Goal of the exercise
Reproduce every entry exactly, without alteration.

======== Dataset excerpts ========

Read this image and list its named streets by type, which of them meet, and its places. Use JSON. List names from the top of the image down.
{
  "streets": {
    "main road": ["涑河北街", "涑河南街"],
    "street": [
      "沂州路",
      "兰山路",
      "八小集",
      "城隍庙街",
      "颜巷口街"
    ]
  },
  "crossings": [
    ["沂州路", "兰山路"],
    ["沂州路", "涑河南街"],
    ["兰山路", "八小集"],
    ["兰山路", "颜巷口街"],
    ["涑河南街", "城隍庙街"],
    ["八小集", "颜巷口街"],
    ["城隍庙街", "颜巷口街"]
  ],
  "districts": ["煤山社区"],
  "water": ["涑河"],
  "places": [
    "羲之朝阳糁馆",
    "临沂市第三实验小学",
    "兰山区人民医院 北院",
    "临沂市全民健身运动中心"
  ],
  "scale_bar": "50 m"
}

========

Answer box
Read this image and list its named streets by type, which of them meet, and its places. Use JSON. List names from the top of the image down.
{
  "streets": {
    "main road": ["涑河北街", "涑河南街"],
    "street": [
      "沂州路",
      "兰山路",
      "八小集",
      "城隍庙街",
      "颜巷口街"
    ]
  },
  "crossings": [
    ["沂州路", "兰山路"],
    ["沂州路", "涑河南街"],
    ["兰山路", "八小集"],
    ["兰山路", "颜巷口街"],
    ["涑河南街", "城隍庙街"],
    ["八小集", "颜巷口街"],
    ["城隍庙街", "颜巷口街"]
  ],
  "districts": ["煤山社区"],
  "water": ["涑河"],
  "places": [
    "羲之朝阳糁馆",
    "临沂市第三实验小学",
    "兰山区人民医院 北院",
    "临沂市全民健身运动中心"
  ],
  "scale_bar": "50 m"
}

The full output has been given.